High Incidence of Cranial Ultrasound Abnormalities in Full-Term Infants with Congenital Heart Disease

Abstract

The objective of this retrospective study was to determine the incidence and types of cranial ultrasound abnormalities in full-term infants with congenital heart disease (CHD). We reviewed the cranial ultrasound scans of 49 full-term infants with CHD and compared them to 42 healthy full-term control infants. The relationship of each abnormality with the type of CHD, the presence of cyanosis, and cardiac catheterization and cardiac surgery were examined. We found that infants with CHD had a higher incidence of cranial ultrasound abnormalities than control infants (59% versus 14%; p <0.001). Cerebral atrophy and linear echodensities in the basal ganglia and thalamus were the most common sonographic findings in infants with CHD, particularly in those with coarctation of the aorta or ventricular septal defect.
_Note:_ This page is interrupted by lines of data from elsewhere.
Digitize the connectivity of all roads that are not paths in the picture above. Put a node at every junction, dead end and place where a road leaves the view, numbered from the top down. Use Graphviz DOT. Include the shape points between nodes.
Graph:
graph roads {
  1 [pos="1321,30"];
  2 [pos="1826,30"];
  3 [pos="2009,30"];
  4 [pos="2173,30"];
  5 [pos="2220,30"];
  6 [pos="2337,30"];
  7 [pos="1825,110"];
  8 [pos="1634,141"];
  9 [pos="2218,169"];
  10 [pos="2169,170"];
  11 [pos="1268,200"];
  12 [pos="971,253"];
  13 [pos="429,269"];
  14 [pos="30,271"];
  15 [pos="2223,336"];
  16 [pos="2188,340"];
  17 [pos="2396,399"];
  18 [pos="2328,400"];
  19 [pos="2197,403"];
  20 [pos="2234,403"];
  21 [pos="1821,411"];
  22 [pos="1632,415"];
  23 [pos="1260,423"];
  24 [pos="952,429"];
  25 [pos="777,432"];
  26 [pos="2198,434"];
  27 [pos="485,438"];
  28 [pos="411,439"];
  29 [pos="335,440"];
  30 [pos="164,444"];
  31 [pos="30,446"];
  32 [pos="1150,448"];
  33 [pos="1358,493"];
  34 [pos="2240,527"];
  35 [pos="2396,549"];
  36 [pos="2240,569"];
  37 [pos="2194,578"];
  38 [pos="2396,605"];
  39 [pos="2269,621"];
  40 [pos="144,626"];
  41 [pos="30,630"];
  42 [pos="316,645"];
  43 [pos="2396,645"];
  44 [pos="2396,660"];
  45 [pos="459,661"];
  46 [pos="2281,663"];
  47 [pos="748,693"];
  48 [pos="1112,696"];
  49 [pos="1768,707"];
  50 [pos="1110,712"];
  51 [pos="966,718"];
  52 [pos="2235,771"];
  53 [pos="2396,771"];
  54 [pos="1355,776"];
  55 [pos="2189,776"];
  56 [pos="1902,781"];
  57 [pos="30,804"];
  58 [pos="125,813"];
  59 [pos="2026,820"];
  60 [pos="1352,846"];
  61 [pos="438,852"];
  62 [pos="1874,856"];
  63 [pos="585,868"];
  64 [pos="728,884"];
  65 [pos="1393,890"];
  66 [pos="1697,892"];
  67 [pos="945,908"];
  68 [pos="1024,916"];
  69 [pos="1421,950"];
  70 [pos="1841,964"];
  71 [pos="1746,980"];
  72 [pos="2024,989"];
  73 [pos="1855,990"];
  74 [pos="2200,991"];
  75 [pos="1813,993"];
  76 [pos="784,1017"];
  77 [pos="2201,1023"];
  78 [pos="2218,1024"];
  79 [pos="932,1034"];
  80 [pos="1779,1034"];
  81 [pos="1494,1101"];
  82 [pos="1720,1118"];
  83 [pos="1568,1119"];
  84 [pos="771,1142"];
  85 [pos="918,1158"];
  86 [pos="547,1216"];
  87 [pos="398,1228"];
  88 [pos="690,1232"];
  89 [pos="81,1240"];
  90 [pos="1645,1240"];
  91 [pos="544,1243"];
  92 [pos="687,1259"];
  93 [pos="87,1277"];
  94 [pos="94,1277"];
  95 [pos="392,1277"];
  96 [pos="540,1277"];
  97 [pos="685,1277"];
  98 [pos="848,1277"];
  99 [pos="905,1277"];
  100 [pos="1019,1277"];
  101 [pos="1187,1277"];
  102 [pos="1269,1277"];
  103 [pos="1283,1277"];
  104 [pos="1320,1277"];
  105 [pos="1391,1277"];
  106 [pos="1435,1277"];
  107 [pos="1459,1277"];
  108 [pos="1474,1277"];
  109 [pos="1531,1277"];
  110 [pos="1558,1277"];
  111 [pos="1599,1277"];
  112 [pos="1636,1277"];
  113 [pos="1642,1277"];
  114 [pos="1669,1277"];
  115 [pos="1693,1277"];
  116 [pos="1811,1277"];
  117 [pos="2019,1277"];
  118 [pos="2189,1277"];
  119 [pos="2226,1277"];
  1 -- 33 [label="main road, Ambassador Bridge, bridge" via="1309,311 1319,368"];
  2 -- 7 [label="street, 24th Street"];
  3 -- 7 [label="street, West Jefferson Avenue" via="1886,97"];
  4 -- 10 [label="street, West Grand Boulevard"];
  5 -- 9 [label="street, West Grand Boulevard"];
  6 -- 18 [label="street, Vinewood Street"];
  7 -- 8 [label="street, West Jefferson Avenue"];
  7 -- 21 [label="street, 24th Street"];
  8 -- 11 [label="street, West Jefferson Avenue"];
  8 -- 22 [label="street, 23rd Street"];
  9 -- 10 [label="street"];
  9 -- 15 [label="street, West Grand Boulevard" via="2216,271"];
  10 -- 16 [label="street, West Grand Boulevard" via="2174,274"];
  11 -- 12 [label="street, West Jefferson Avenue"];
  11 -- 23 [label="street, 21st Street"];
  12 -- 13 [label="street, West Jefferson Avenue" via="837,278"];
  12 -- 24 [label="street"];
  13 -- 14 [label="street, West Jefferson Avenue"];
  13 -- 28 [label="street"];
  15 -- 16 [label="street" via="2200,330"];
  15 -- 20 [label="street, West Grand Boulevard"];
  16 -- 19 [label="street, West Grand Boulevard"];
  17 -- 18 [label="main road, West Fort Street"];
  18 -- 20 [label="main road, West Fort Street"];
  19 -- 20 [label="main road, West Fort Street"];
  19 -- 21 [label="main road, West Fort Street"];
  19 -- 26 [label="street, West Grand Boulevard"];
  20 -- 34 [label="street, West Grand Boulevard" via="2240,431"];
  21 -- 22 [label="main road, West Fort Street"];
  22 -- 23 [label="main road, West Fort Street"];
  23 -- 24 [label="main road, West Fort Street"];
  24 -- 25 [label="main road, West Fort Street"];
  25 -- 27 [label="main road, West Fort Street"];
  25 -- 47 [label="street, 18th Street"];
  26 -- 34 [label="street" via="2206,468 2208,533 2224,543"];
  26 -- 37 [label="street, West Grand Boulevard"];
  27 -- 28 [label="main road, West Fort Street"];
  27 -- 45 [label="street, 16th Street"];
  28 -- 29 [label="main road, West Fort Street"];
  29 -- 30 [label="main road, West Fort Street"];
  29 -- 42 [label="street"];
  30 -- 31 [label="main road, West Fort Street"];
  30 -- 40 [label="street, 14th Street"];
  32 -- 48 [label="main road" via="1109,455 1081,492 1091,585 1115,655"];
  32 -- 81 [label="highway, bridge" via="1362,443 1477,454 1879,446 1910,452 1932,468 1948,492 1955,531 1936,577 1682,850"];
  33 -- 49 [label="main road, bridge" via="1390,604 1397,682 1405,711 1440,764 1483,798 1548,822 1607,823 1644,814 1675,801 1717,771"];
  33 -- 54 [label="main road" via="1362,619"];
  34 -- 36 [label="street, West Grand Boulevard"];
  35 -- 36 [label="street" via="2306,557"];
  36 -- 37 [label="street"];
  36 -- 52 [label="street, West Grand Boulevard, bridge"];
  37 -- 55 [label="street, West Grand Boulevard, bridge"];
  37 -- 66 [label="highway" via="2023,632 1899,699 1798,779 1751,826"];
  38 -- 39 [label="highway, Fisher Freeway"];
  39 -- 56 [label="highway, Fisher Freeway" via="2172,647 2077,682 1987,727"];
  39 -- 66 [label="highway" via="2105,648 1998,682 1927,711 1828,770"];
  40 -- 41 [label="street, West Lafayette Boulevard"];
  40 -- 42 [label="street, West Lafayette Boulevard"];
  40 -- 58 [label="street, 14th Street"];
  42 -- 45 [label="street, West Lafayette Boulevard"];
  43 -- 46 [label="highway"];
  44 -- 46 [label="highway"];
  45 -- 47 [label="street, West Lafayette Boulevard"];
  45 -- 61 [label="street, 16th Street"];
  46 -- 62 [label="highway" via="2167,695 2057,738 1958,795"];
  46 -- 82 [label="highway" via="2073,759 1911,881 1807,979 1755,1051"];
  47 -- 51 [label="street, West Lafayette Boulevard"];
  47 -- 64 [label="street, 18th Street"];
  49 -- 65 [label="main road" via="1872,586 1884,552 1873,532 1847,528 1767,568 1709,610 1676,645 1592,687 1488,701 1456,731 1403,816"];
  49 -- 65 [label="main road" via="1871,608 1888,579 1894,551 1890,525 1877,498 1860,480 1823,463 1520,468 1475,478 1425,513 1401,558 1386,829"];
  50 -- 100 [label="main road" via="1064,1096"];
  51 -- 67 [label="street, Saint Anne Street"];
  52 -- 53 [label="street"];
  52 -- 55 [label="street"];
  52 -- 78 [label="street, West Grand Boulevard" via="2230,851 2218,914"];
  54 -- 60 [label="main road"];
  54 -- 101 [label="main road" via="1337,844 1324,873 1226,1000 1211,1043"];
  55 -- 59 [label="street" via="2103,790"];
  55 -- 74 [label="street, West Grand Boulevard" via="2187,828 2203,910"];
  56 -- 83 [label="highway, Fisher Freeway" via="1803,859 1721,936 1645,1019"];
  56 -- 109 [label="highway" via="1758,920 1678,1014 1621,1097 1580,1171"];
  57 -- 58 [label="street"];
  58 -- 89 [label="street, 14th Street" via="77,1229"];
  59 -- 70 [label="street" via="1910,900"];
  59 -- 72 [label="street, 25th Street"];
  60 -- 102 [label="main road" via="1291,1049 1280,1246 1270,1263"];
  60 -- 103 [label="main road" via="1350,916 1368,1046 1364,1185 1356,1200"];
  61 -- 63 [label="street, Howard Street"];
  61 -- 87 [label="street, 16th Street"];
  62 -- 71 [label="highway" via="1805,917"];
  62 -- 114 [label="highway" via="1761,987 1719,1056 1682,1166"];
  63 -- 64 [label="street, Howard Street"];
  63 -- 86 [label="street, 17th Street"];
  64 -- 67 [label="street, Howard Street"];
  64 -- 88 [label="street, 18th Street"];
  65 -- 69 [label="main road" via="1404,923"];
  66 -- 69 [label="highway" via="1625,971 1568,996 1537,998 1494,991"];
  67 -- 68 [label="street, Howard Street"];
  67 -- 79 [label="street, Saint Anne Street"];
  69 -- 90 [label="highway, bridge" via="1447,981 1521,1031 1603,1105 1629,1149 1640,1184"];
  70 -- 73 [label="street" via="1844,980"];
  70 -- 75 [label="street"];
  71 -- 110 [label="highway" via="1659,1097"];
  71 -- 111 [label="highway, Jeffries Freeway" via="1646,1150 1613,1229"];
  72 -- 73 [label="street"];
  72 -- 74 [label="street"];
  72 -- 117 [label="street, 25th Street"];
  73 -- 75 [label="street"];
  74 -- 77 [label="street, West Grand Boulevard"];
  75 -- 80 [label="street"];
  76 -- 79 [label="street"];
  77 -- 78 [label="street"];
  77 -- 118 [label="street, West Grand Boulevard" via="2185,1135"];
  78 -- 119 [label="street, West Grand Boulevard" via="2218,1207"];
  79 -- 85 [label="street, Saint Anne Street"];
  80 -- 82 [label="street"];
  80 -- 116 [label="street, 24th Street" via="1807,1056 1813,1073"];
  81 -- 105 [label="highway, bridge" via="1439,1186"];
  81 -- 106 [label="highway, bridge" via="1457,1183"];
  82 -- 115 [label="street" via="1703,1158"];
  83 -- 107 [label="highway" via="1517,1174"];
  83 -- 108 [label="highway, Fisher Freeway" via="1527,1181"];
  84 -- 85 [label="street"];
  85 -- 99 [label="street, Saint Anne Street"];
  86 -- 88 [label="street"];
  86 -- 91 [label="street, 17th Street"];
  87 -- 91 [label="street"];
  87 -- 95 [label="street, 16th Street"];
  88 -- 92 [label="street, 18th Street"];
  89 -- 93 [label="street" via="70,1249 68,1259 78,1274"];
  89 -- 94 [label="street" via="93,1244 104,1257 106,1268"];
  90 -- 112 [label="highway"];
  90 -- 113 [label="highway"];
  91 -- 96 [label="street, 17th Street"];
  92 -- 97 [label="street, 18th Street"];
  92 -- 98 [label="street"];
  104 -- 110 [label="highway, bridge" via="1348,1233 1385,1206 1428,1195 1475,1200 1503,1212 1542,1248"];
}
Intraventricular hemorrhage occurred more often in infants with acryanotic CHD than in those with cyanotic CHD. Cardiac catheterization and cardiac surgery had no significant effects on cranial ultrasound findings. We conclude that cranial ultrasound abnormalities are very frequent in full-term infants with CHD. These findings emphasize the importance of cranial ultrasonography and long-term neurodevelopmental follow-up of infants with CHD.